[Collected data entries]
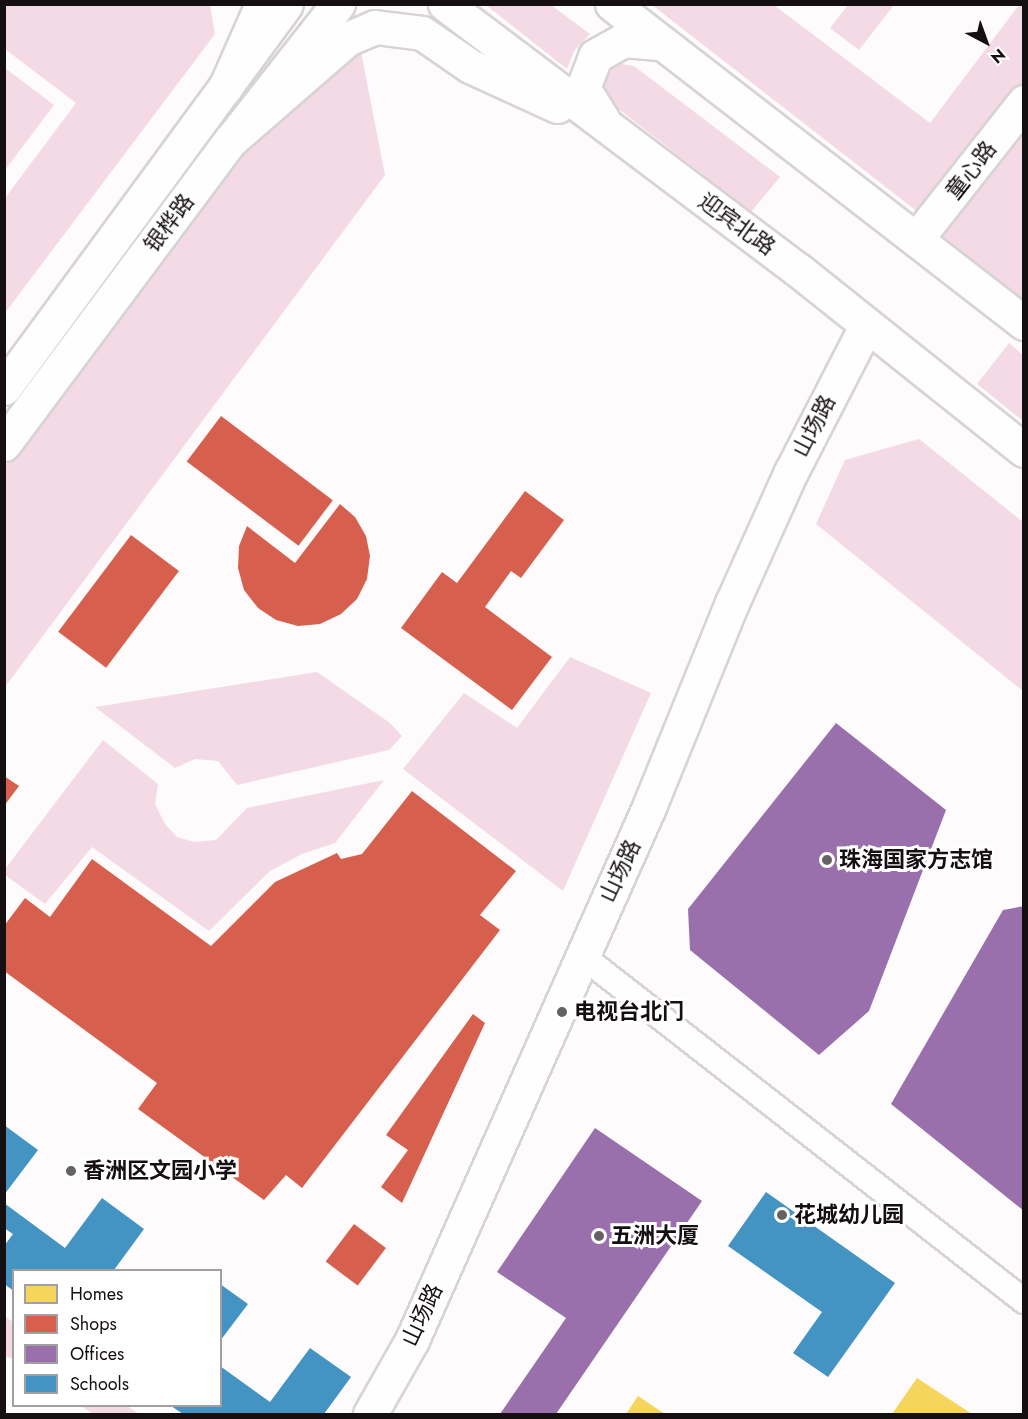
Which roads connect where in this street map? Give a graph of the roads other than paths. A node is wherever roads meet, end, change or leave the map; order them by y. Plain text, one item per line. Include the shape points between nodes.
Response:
1 (262, 4) edge
2 (286, 4) edge
3 (338, 4) edge
4 (445, 4) edge
5 (612, 4) edge
6 (627, 4) edge
7 (661, 43) junction
8 (225, 88) junction
9 (1023, 102) edge
10 (610, 131) junction
11 (231, 140) junction
12 (918, 238) junction
13 (1023, 323) edge
14 (866, 326) junction
15 (4, 388) edge
16 (4, 444) edge
17 (1023, 450) edge
18 (581, 955) junction
19 (1023, 1301) edge
20 (370, 1414) edge

1 - 8 main road
2 - 8 main road, 银桦路
3 - 11 main road, 银桦路
4 - 10 main road, 迎宾北路
5 - 7 main road
6 - 7 main road
7 - 10 main road via 624,40 595,56 583,88
7 - 12 main road
8 - 15 main road, 银桦路
9 - 12 main road, 童心路
10 - 11 main road via 470,66 422,33 375,27 347,39
10 - 14 main road, 迎宾北路 via 798,269
11 - 16 main road, 银桦路
12 - 13 main road
14 - 17 main road, 迎宾北路
14 - 18 main road, 山场路 via 791,472 732,603 650,807
18 - 19 street
18 - 20 main road, 山场路 via 412,1340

> _What the task requires_:
Repeat all entries exactly. Skip the pictures.

> _Written reply_:
Which roads connect where in this street map? Give a graph of the roads other than paths. A node is wherever roads meet, end, change or leave the map; order them by y. Plain text, one item per line. Include the shape points between nodes.
Response:
1 (262, 4) edge
2 (286, 4) edge
3 (338, 4) edge
4 (445, 4) edge
5 (612, 4) edge
6 (627, 4) edge
7 (661, 43) junction
8 (225, 88) junction
9 (1023, 102) edge
10 (610, 131) junction
11 (231, 140) junction
12 (918, 238) junction
13 (1023, 323) edge
14 (866, 326) junction
15 (4, 388) edge
16 (4, 444) edge
17 (1023, 450) edge
18 (581, 955) junction
19 (1023, 1301) edge
20 (370, 1414) edge

1 - 8 main road
2 - 8 main road, 银桦路
3 - 11 main road, 银桦路
4 - 10 main road, 迎宾北路
5 - 7 main road
6 - 7 main road
7 - 10 main road via 624,40 595,56 583,88
7 - 12 main road
8 - 15 main road, 银桦路
9 - 12 main road, 童心路
10 - 11 main road via 470,66 422,33 375,27 347,39
10 - 14 main road, 迎宾北路 via 798,269
11 - 16 main road, 银桦路
12 - 13 main road
14 - 17 main road, 迎宾北路
14 - 18 main road, 山场路 via 791,472 732,603 650,807
18 - 19 street
18 - 20 main road, 山场路 via 412,1340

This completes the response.